(TASK) Say how many lines in the records contain "down". The reply must consist of the number alone.

[Saved entries]
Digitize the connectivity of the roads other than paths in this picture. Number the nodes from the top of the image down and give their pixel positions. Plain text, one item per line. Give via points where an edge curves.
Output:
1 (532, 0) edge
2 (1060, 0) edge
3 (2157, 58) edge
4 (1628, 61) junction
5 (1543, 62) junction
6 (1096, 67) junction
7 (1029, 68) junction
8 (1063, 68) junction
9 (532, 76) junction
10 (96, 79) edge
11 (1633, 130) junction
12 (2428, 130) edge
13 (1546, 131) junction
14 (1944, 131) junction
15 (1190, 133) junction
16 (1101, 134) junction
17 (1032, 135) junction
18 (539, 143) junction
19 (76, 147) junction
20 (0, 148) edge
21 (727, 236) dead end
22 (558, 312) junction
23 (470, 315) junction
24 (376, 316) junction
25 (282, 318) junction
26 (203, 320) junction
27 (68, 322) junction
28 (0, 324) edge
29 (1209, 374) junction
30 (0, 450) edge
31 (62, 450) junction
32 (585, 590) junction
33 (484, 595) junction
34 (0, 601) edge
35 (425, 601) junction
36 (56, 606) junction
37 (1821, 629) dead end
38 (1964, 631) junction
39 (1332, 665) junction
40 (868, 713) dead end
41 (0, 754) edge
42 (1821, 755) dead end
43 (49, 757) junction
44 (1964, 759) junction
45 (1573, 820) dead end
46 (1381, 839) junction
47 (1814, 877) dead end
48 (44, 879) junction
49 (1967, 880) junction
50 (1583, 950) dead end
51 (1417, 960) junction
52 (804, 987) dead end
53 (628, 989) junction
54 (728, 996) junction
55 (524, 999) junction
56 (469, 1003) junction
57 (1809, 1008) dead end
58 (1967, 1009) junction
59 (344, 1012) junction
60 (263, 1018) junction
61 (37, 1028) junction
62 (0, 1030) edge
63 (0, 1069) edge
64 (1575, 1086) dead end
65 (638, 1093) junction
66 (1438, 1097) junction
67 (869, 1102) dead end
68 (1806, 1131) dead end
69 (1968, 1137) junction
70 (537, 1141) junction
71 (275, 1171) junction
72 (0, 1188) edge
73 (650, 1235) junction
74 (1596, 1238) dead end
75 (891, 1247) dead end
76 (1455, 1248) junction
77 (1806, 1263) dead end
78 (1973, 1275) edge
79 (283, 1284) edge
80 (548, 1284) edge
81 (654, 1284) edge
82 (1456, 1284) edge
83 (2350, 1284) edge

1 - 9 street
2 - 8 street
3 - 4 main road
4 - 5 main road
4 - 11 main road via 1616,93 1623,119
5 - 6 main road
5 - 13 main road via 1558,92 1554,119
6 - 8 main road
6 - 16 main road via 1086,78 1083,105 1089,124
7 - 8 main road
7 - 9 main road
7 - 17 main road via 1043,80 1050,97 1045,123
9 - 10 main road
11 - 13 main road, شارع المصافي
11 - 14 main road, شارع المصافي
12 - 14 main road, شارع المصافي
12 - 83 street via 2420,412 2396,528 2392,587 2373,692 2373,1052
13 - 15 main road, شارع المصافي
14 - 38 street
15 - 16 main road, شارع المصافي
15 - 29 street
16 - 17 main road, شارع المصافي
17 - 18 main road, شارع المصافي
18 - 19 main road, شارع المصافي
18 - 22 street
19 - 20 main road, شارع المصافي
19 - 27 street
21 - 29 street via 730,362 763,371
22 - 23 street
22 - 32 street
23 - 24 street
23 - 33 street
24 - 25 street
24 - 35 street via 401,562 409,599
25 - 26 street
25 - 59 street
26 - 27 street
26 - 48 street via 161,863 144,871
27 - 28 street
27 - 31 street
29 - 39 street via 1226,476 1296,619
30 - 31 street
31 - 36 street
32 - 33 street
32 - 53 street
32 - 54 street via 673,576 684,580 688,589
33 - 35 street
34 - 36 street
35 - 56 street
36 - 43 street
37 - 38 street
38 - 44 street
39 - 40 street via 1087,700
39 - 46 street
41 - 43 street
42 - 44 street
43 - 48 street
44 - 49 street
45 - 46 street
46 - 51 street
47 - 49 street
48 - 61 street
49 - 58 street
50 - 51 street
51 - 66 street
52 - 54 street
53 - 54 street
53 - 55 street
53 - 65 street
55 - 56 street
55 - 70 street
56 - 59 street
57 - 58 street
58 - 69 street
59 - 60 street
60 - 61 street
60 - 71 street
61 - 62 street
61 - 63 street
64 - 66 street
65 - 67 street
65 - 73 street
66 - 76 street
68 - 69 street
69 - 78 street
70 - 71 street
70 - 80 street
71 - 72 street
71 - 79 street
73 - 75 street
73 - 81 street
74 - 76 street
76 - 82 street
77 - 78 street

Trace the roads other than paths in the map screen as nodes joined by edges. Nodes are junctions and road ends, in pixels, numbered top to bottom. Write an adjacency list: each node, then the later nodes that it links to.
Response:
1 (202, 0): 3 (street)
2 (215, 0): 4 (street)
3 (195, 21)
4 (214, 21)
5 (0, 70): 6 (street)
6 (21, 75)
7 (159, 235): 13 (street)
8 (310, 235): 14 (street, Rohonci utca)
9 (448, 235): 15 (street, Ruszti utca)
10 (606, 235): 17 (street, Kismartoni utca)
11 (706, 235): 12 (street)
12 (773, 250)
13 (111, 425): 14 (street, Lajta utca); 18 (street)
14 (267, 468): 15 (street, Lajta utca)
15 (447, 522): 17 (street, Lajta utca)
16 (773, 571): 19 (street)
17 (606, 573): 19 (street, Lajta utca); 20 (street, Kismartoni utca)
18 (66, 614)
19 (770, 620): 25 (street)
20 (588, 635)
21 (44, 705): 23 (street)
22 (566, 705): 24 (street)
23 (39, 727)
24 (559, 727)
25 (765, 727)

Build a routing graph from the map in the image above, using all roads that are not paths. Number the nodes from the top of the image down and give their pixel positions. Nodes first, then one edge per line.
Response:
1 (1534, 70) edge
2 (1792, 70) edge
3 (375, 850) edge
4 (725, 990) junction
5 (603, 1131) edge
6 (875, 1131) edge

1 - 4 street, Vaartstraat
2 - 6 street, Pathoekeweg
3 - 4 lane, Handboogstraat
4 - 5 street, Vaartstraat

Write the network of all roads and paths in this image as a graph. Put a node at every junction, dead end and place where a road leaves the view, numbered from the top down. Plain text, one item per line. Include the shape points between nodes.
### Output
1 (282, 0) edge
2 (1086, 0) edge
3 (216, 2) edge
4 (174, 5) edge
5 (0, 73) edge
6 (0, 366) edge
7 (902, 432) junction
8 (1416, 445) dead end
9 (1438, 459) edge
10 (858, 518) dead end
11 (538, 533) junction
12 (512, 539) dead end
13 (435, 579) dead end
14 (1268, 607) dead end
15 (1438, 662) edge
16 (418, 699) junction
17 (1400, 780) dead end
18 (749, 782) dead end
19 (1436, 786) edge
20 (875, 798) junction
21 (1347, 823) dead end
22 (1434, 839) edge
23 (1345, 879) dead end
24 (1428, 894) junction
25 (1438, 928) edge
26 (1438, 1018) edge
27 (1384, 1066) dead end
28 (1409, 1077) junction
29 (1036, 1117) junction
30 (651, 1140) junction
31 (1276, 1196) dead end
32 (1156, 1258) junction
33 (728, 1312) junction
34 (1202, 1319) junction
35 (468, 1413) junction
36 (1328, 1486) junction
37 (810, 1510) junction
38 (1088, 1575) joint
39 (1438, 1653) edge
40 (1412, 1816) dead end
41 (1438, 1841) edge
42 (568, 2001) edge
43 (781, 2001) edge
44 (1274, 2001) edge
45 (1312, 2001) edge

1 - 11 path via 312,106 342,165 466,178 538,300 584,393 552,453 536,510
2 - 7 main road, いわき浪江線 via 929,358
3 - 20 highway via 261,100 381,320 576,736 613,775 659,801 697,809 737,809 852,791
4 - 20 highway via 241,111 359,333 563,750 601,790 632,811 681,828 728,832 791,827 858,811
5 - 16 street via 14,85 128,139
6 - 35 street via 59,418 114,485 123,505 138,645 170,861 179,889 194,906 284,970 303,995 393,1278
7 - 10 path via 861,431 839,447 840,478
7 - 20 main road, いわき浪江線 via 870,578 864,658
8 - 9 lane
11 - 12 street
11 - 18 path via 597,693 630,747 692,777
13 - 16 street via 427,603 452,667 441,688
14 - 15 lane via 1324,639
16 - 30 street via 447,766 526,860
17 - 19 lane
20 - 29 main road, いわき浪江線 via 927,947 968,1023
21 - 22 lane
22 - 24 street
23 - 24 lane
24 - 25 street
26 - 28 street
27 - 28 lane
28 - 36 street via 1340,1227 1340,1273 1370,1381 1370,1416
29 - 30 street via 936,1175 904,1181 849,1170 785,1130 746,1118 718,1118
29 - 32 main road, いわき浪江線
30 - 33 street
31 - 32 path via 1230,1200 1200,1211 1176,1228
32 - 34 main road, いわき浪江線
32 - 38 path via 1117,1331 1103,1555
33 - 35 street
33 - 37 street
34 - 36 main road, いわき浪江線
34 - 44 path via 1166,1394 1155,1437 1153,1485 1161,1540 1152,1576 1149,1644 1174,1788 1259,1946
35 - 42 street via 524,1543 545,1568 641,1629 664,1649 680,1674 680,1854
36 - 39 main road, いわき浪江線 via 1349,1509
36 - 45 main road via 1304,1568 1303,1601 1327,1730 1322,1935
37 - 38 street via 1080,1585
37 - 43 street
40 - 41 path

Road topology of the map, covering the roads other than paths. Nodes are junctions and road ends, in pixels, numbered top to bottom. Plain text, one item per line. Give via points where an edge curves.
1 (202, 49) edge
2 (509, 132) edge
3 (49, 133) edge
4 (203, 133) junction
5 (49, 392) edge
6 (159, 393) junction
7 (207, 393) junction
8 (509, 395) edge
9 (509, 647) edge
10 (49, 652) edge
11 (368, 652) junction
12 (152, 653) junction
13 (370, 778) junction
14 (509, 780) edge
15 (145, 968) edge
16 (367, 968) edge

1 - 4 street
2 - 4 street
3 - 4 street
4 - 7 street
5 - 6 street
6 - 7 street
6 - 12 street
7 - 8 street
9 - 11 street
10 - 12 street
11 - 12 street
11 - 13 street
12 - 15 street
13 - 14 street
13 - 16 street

(EXERCISE RESPONSE) 3